• **Supplied records**
[Start of Attachment]
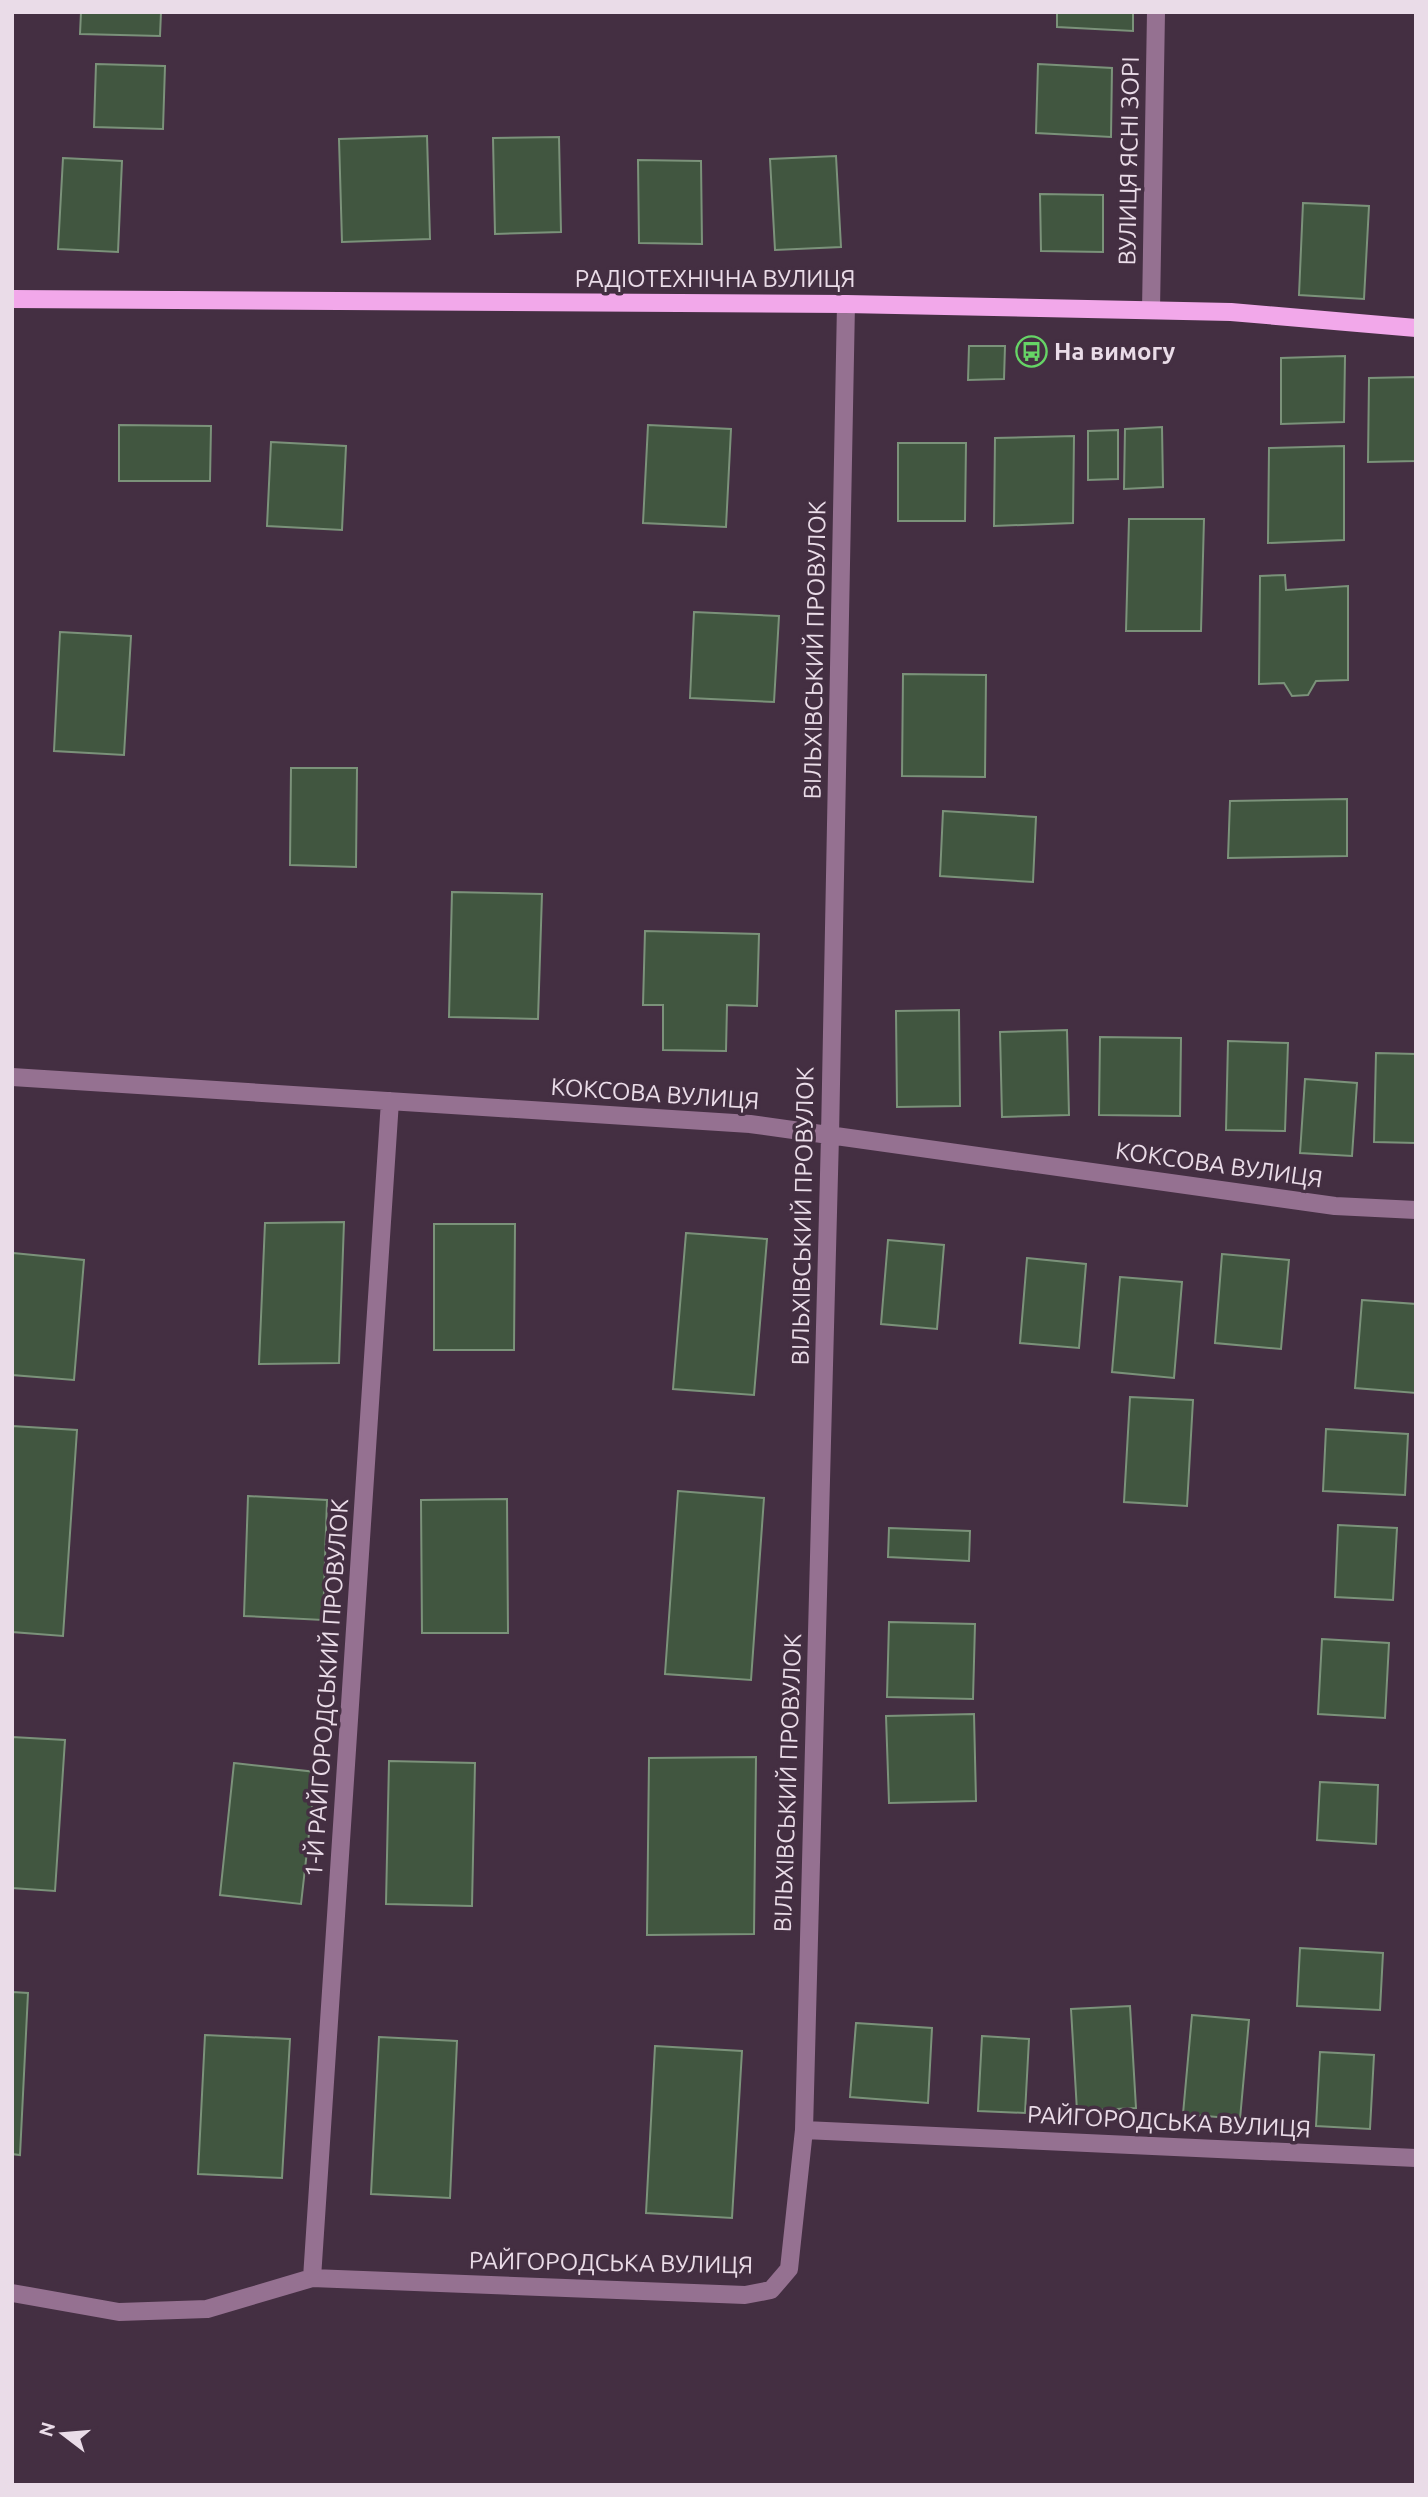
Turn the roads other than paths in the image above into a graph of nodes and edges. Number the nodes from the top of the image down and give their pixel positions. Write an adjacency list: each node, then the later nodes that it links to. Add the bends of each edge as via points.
1 (1156, 12): 4 (street, ВУЛИЦЯ ЯСНІ ЗОРІ)
2 (12, 299): 3 (main road, РАДІОТЕХНІЧНА ВУЛИЦЯ)
3 (846, 304): 4 (main road, РАДІОТЕХНІЧНА ВУЛИЦЯ); 8 (street, ВІЛЬХІВСЬКИЙ ПРОВУЛОК)
4 (1151, 310): 5 (main road, РАДІОТЕХНІЧНА ВУЛИЦЯ)
5 (1416, 328)
6 (12, 1077): 7 (street, КОКСОВА ВУЛИЦЯ)
7 (390, 1101): 8 (street, КОКСОВА ВУЛИЦЯ, via 750,1124); 13 (street, 1-Й РАЙГОРОДСЬКИЙ ПРОВУЛОК)
8 (830, 1136): 9 (street, КОКСОВА ВУЛИЦЯ, via 1335,1206); 10 (street, ВІЛЬХІВСЬКИЙ ПРОВУЛОК)
9 (1416, 1210)
10 (804, 2130): 12 (street, РАЙГОРОДСЬКА ВУЛИЦЯ); 13 (street, РАЙГОРОДСЬКА ВУЛИЦЯ, via 789,2269 771,2290 745,2295)
11 (1416, 2152): 12 (street)
12 (1416, 2158)
13 (312, 2278): 14 (street, РАЙГОРОДСЬКА ВУЛИЦЯ, via 207,2309 118,2312)
14 (12, 2293)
[End of Attachment]
• **What you should do**
Keep the pictures out and transcribe the listing exactly.

• **Written reply**
Turn the roads other than paths in the image above into a graph of nodes and edges. Number the nodes from the top of the image down and give their pixel positions. Write an adjacency list: each node, then the later nodes that it links to. Add the bends of each edge as via points.
1 (1156, 12): 4 (street, ВУЛИЦЯ ЯСНІ ЗОРІ)
2 (12, 299): 3 (main road, РАДІОТЕХНІЧНА ВУЛИЦЯ)
3 (846, 304): 4 (main road, РАДІОТЕХНІЧНА ВУЛИЦЯ); 8 (street, ВІЛЬХІВСЬКИЙ ПРОВУЛОК)
4 (1151, 310): 5 (main road, РАДІОТЕХНІЧНА ВУЛИЦЯ)
5 (1416, 328)
6 (12, 1077): 7 (street, КОКСОВА ВУЛИЦЯ)
7 (390, 1101): 8 (street, КОКСОВА ВУЛИЦЯ, via 750,1124); 13 (street, 1-Й РАЙГОРОДСЬКИЙ ПРОВУЛОК)
8 (830, 1136): 9 (street, КОКСОВА ВУЛИЦЯ, via 1335,1206); 10 (street, ВІЛЬХІВСЬКИЙ ПРОВУЛОК)
9 (1416, 1210)
10 (804, 2130): 12 (street, РАЙГОРОДСЬКА ВУЛИЦЯ); 13 (street, РАЙГОРОДСЬКА ВУЛИЦЯ, via 789,2269 771,2290 745,2295)
11 (1416, 2152): 12 (street)
12 (1416, 2158)
13 (312, 2278): 14 (street, РАЙГОРОДСЬКА ВУЛИЦЯ, via 207,2309 118,2312)
14 (12, 2293)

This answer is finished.